→ **WORK TO COMPLETE**:
Could you set down exactly the lines in the records below between the line holding "middle pip: (1163, 670)" and the line holding "pinky tip: (292, 229)", inclusive?

--- SUPPLIED DATA ---

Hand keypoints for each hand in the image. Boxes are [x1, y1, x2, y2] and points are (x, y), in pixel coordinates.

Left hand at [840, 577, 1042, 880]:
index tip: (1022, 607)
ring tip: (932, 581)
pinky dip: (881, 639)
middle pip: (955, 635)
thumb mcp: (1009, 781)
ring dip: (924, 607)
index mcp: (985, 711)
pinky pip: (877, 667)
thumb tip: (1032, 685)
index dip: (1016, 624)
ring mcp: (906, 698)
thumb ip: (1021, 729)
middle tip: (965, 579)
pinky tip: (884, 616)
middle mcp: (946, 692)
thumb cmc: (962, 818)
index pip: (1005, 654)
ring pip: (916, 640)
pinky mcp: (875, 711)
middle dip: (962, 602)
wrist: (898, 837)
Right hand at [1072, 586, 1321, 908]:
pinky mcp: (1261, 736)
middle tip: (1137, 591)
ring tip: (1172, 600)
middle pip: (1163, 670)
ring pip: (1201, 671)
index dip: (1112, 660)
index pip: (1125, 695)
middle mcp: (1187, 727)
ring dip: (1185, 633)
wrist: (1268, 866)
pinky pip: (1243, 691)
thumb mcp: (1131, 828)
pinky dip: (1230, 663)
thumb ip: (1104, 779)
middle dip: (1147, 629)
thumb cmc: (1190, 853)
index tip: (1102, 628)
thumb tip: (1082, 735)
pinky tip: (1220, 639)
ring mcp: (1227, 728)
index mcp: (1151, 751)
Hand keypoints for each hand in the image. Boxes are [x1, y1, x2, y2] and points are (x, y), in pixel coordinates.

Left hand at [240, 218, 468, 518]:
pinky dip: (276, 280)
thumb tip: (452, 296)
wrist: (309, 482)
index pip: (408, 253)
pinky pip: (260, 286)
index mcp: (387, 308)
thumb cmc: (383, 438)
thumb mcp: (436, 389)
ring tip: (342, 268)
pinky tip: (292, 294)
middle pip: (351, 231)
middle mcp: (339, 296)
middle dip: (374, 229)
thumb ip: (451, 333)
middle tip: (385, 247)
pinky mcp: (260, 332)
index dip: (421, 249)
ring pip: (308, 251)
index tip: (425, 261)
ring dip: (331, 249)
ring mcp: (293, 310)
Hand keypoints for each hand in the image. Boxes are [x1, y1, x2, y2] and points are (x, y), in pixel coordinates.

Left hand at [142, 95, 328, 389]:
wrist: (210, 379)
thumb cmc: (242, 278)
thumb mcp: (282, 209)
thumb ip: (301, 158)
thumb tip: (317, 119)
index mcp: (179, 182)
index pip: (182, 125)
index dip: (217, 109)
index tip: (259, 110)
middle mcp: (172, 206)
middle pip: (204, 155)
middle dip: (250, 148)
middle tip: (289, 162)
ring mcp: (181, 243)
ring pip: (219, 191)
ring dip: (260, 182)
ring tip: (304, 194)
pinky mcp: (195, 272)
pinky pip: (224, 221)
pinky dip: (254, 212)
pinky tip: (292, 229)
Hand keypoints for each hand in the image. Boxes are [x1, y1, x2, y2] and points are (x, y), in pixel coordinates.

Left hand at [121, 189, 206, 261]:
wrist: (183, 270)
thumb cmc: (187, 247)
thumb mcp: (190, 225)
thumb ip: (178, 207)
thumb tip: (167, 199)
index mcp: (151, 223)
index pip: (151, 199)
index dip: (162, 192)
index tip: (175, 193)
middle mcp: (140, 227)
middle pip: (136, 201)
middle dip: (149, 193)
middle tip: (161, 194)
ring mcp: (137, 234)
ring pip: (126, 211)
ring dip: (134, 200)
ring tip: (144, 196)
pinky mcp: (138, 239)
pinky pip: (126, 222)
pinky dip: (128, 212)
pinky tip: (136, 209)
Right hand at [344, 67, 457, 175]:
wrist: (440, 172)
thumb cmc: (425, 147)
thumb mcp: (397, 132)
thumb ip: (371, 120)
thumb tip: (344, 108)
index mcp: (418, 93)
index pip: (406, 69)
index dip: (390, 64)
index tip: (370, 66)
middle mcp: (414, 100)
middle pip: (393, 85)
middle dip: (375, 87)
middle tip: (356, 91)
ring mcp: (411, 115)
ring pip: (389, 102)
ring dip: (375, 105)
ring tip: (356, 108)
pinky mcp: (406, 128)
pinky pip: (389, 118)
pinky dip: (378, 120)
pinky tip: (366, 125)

---

→ **ANSWER SECTION**:
middle pip: (1163, 670)
ring pip: (1201, 671)
index dip: (1112, 660)
index pip: (1125, 695)
middle mcp: (1187, 727)
ring dip: (1185, 633)
wrist: (1268, 866)
pinky pip: (1243, 691)
thumb mcp: (1131, 828)
pinky dip: (1230, 663)
thumb ip: (1104, 779)
middle dip: (1147, 629)
thumb cmc: (1190, 853)
index tip: (1102, 628)
thumb tip: (1082, 735)
pinky tip: (1220, 639)
ring mcp: (1227, 728)
index mcp: (1151, 751)
Hand keypoints for each hand in the image. Boxes are [x1, y1, x2, y2] and points are (x, y), in pixel coordinates.

Left hand at [240, 218, 468, 518]:
pinky dip: (276, 280)
thumb tip: (452, 296)
wrist: (309, 482)
index pip: (408, 253)
pinky pip: (260, 286)
index mcp: (387, 308)
thumb cmc: (383, 438)
thumb mcp: (436, 389)
ring tip: (342, 268)
pinky tip: (292, 294)
middle pip: (351, 231)
middle mcp: (339, 296)
middle dip: (374, 229)
thumb ip: (451, 333)
middle tip: (385, 247)
pinky mcp: (260, 332)
index dip: (421, 249)
ring pip: (308, 251)
index tip: (425, 261)
ring dip: (331, 249)
ring mcp: (293, 310)
Hand keypoints for each hand in the image. Boxes are [x1, y1, x2, y2] and points are (x, y), in pixel coordinates.

Left hand at [142, 95, 328, 389]:
wrist: (210, 379)
thumb cmc: (242, 278)
thumb mcp: (282, 209)
thumb ip: (301, 158)
thumb tip: (317, 119)
index mcp: (179, 182)
index pip: (182, 125)
index dip: (217, 109)
index tip: (259, 110)
middle mcp: (172, 206)
middle pip: (204, 155)
middle dip: (250, 148)
middle tip: (289, 162)
ring mcp: (181, 243)
ring pip: (219, 191)
ring dip: (260, 182)
ring tip: (304, 194)
pinky mcp: (195, 272)
pinky pip: (224, 221)
pinky dip: (254, 212)
pinky tip: (292, 229)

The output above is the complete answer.